## What you should do
Pick out all lines with the word "double" from the records that follow.

● ● ● ●

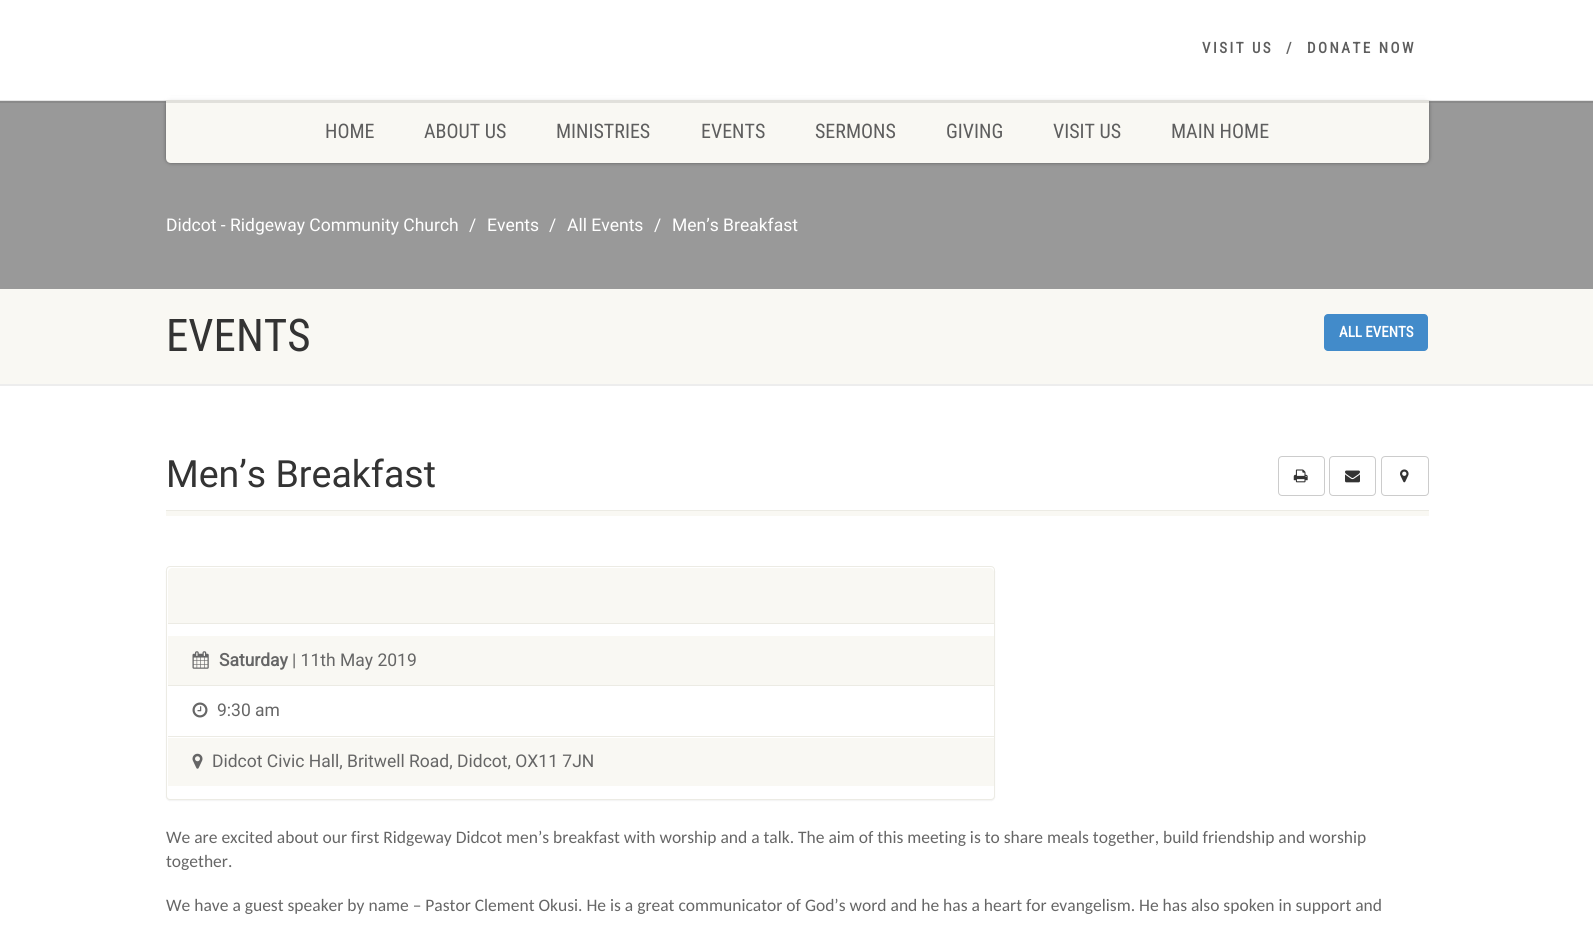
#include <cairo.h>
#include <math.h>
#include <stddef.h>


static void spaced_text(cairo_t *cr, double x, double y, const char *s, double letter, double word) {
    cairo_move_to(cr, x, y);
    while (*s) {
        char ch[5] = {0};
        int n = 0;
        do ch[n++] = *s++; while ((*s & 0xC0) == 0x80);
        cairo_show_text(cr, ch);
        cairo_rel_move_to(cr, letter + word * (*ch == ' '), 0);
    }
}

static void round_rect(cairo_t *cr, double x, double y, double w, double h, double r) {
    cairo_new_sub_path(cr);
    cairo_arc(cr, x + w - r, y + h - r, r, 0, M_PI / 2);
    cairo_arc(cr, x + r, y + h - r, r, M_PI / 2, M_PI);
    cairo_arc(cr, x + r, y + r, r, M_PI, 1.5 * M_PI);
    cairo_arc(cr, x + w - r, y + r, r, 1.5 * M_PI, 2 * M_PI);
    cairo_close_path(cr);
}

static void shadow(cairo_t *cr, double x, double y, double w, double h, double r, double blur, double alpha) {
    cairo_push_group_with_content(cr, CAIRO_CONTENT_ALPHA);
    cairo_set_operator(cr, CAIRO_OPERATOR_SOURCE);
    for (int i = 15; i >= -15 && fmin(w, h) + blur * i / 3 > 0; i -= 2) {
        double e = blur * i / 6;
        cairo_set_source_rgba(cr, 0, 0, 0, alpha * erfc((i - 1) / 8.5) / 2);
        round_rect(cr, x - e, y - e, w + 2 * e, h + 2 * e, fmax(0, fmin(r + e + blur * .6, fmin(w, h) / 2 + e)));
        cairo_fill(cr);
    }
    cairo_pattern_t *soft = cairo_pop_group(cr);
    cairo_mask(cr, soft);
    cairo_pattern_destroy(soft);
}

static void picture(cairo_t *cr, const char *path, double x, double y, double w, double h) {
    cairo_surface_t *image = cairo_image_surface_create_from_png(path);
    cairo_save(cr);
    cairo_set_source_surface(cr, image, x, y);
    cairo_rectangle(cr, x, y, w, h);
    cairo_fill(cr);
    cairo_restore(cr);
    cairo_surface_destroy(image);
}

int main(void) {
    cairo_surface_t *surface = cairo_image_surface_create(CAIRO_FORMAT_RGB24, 1593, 927);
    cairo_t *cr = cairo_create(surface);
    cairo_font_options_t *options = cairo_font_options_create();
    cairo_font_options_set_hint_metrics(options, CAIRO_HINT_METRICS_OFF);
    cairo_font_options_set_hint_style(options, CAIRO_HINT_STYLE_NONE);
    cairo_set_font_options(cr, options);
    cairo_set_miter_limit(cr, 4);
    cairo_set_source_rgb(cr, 1, 1, 1);
    cairo_paint(cr);
    cairo_set_source_rgb(cr, 0.6, 0.6, 0.6);
    cairo_rectangle(cr, 0, 101, 1593, 188);
    cairo_fill(cr);
    cairo_set_source_rgb(cr, 0, 0, 0);
    shadow(cr, 166, 100, 1263, 63, 5, 2, 0.4);
    cairo_set_source_rgb(cr, 0.973, 0.969, 0.953);
    cairo_new_path(cr);
    cairo_move_to(cr, 166, 100);
    cairo_line_to(cr, 1429, 100);
    cairo_line_to(cr, 1429, 158);
    cairo_curve_to(cr, 1429, 161, 1427, 163, 1424, 163);
    cairo_line_to(cr, 171, 163);
    cairo_curve_to(cr, 168, 163, 166, 161, 166, 158);
    cairo_close_path(cr);
    cairo_fill(cr);
    cairo_set_source_rgba(cr, 0, 0, 0, 0.1);
    cairo_new_path(cr);
    cairo_move_to(cr, 0, 100);
    cairo_line_to(cr, 0, 103);
    cairo_line_to(cr, 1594, 103);
    cairo_line_to(cr, 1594, 3);
    cairo_line_to(cr, 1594, 100);
    cairo_close_path(cr);
    cairo_fill(cr);
    cairo_set_source_rgba(cr, 1, 1, 1, 0.8);
    cairo_rectangle(cr, 165, 96, 1265, 4);
    cairo_fill(cr);
    cairo_select_font_face(cr, "Roboto Condensed", CAIRO_FONT_SLANT_NORMAL, CAIRO_FONT_WEIGHT_BOLD);
    cairo_set_font_size(cr, 15);
    cairo_set_source_rgb(cr, 0.369, 0.369, 0.369);
    spaced_text(cr, 1202, 53, "VISIT US", 2.5, 0);
    cairo_set_source_rgb(cr, 0.4, 0.4, 0.4);
    spaced_text(cr, 1286, 53, "/", 2.5, 0);
    cairo_set_source_rgb(cr, 0.369, 0.369, 0.369);
    spaced_text(cr, 1307, 53, "DONATE NOW", 2.5, 0);
    cairo_select_font_face(cr, "Roboto Condensed", CAIRO_FONT_SLANT_NORMAL, CAIRO_FONT_WEIGHT_NORMAL);
    cairo_set_font_size(cr, 20);
    cairo_move_to(cr, 325, 138);
    cairo_show_text(cr, "HOME");
    cairo_move_to(cr, 424, 138);
    cairo_show_text(cr, "ABOUT US");
    cairo_move_to(cr, 556, 138);
    cairo_show_text(cr, "MINISTRIES");
    cairo_move_to(cr, 701, 138);
    cairo_show_text(cr, "EVENTS");
    cairo_move_to(cr, 815, 138);
    cairo_show_text(cr, "SERMONS");
    cairo_move_to(cr, 946, 138);
    cairo_show_text(cr, "GIVING");
    cairo_move_to(cr, 1053, 138);
    cairo_show_text(cr, "VISIT US");
    cairo_move_to(cr, 1171, 138);
    cairo_show_text(cr, "MAIN HOME");
    cairo_select_font_face(cr, "Roboto", CAIRO_FONT_SLANT_NORMAL, CAIRO_FONT_WEIGHT_NORMAL);
    cairo_set_font_size(cr, 17.5);
    cairo_set_source_rgb(cr, 1, 1, 1);
    cairo_move_to(cr, 166, 231);
    cairo_show_text(cr, "Didcot - Ridgeway Community Church");
    cairo_move_to(cr, 469, 231);
    cairo_show_text(cr, "/");
    cairo_move_to(cr, 487, 231);
    cairo_show_text(cr, "Events");
    cairo_move_to(cr, 549, 231);
    cairo_show_text(cr, "/");
    cairo_move_to(cr, 567, 231);
    cairo_show_text(cr, "All Events");
    cairo_move_to(cr, 654, 231);
    cairo_show_text(cr, "/");
    cairo_move_to(cr, 672, 231);
    cairo_show_text(cr, "Men’s Breakfast");
    cairo_set_source_rgb(cr, 0.929, 0.929, 0.929);
    cairo_new_path(cr);
    cairo_move_to(cr, 0, 384);
    cairo_line_to(cr, 0, 386);
    cairo_line_to(cr, 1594, 386);
    cairo_line_to(cr, 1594, 291);
    cairo_line_to(cr, 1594, 384);
    cairo_close_path(cr);
    cairo_fill(cr);
    cairo_set_source_rgb(cr, 0.973, 0.969, 0.953);
    cairo_rectangle(cr, 0, 289, 1593, 95);
    cairo_fill(cr);
    cairo_select_font_face(cr, "Roboto Condensed", CAIRO_FONT_SLANT_NORMAL, CAIRO_FONT_WEIGHT_NORMAL);
    cairo_set_font_size(cr, 45);
    cairo_set_source_rgb(cr, 0.2, 0.2, 0.2);
    cairo_move_to(cr, 166, 351);
    cairo_show_text(cr, "EVENTS");
    cairo_set_source_rgb(cr, 0.259, 0.545, 0.792);
    round_rect(cr, 1324, 314, 104, 37, 4);
    cairo_fill(cr);
    cairo_select_font_face(cr, "Roboto Condensed", CAIRO_FONT_SLANT_NORMAL, CAIRO_FONT_WEIGHT_BOLD);
    cairo_set_font_size(cr, 15);
    cairo_set_source_rgb(cr, 1, 1, 1);
    cairo_move_to(cr, 1339, 337);
    cairo_show_text(cr, "ALL EVENTS");
    cairo_set_source_rgb(cr, 0.925, 0.918, 0.894);
    cairo_rectangle(cr, 166, 510, 1263, 1);
    cairo_fill(cr);
    cairo_select_font_face(cr, "Roboto", CAIRO_FONT_SLANT_NORMAL, CAIRO_FONT_WEIGHT_NORMAL);
    cairo_set_font_size(cr, 37.5);
    cairo_set_source_rgb(cr, 0.2, 0.2, 0.2);
    cairo_move_to(cr, 166, 487);
    cairo_show_text(cr, "Men’s Breakfast");
    round_rect(cr, 1278.5, 456.5, 46, 39, 3.5);
    cairo_set_source_rgb(cr, 0.8, 0.8, 0.8);
    cairo_set_line_width(cr, 1);
    cairo_stroke(cr);
    picture(cr, "img1.png", 1293, 469, 15, 14);
    round_rect(cr, 1329.5, 456.5, 46, 39, 3.5);
    cairo_stroke(cr);
    picture(cr, "img2.png", 1345, 470, 15, 13);
    round_rect(cr, 1381.5, 456.5, 47, 39, 3.5);
    cairo_stroke(cr);
    picture(cr, "img3.png", 1400, 469, 9, 14);
    cairo_set_source_rgb(cr, 0.973, 0.969, 0.953);
    cairo_rectangle(cr, 166, 511, 1263, 5);
    cairo_fill(cr);
    cairo_set_source_rgb(cr, 0, 0, 0);
    shadow(cr, 166, 568, 829, 233, 4, 0.5, 0.05);
    cairo_set_source_rgb(cr, 1, 1, 1);
    round_rect(cr, 166.5, 566.5, 828, 233, 3.5);
    cairo_fill_preserve(cr);
    cairo_set_source_rgb(cr, 0.925, 0.918, 0.894);
    cairo_stroke(cr);
    cairo_set_source_rgb(cr, 0.973, 0.969, 0.953);
    cairo_new_path(cr);
    cairo_move_to(cr, 172, 568);
    cairo_line_to(cr, 990, 568);
    cairo_curve_to(cr, 992, 568, 994, 570, 994, 572);
    cairo_line_to(cr, 994, 624);
    cairo_line_to(cr, 168, 624);
    cairo_line_to(cr, 168, 572);
    cairo_curve_to(cr, 168, 570, 170, 568, 172, 568);
    cairo_close_path(cr);
    cairo_fill(cr);
    cairo_set_source_rgb(cr, 0.925, 0.918, 0.894);
    cairo_rectangle(cr, 168, 623, 826, 1);
    cairo_fill(cr);
    cairo_set_source_rgb(cr, 0.973, 0.969, 0.953);
    cairo_rectangle(cr, 168, 636, 826, 49);
    cairo_fill(cr);
    cairo_set_source_rgb(cr, 0.925, 0.918, 0.894);
    cairo_rectangle(cr, 168, 685, 826, 1);
    cairo_fill(cr);
    picture(cr, "img4.png", 192, 651, 17, 18);
    cairo_select_font_face(cr, "Roboto", CAIRO_FONT_SLANT_NORMAL, CAIRO_FONT_WEIGHT_BOLD);
    cairo_set_font_size(cr, 17.5);
    cairo_set_source_rgb(cr, 0.4, 0.4, 0.4);
    cairo_move_to(cr, 219, 666);
    cairo_show_text(cr, "Saturday");
    cairo_select_font_face(cr, "Roboto", CAIRO_FONT_SLANT_NORMAL, CAIRO_FONT_WEIGHT_NORMAL);
    cairo_move_to(cr, 292, 666);
    cairo_show_text(cr, "| 11th May 2019");
    cairo_set_source_rgb(cr, 0.925, 0.918, 0.894);
    cairo_rectangle(cr, 168, 736, 826, 1);
    cairo_fill(cr);
    picture(cr, "img5.png", 192, 702, 16, 16);
    cairo_set_source_rgb(cr, 0.4, 0.4, 0.4);
    cairo_move_to(cr, 217, 716);
    cairo_show_text(cr, "9:30 am");
    cairo_set_source_rgb(cr, 0.973, 0.969, 0.953);
    cairo_rectangle(cr, 168, 738, 826, 48);
    cairo_fill(cr);
    picture(cr, "img6.png", 192, 753, 11, 16);
    cairo_set_source_rgb(cr, 0.4, 0.4, 0.4);
    cairo_move_to(cr, 212, 767);
    cairo_show_text(cr, "Didcot Civic Hall, Britwell Road, Didcot, OX11 7JN");
    cairo_select_font_face(cr, "Carlito", CAIRO_FONT_SLANT_NORMAL, CAIRO_FONT_WEIGHT_NORMAL);
    cairo_move_to(cr, 166, 843);
    cairo_show_text(cr, "We are excited about our first Ridgeway Didcot men’s breakfast with worship and a talk. The aim of this meeting is to share meals together, build friendship and worship");
    cairo_move_to(cr, 166, 867);
    cairo_show_text(cr, "together.");
    cairo_move_to(cr, 166, 911);
    cairo_show_text(cr, "We have a guest speaker by name – Pastor Clement Okusi. He is a great communicator of God’s word and he has a heart for evangelism. He has also spoken in support and");
    cairo_surface_write_to_png(surface, "page.png");
    cairo_font_options_destroy(options);
    cairo_destroy(cr);
    cairo_surface_destroy(surface);
    return 0;
}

● ● ● ●

## Answer to this task
static void spaced_text(cairo_t *cr, double x, double y, const char *s, double letter, double word) {
static void round_rect(cairo_t *cr, double x, double y, double w, double h, double r) {
static void shadow(cairo_t *cr, double x, double y, double w, double h, double r, double blur, double alpha) {
        double e = blur * i / 6;
static void picture(cairo_t *cr, const char *path, double x, double y, double w, double h) {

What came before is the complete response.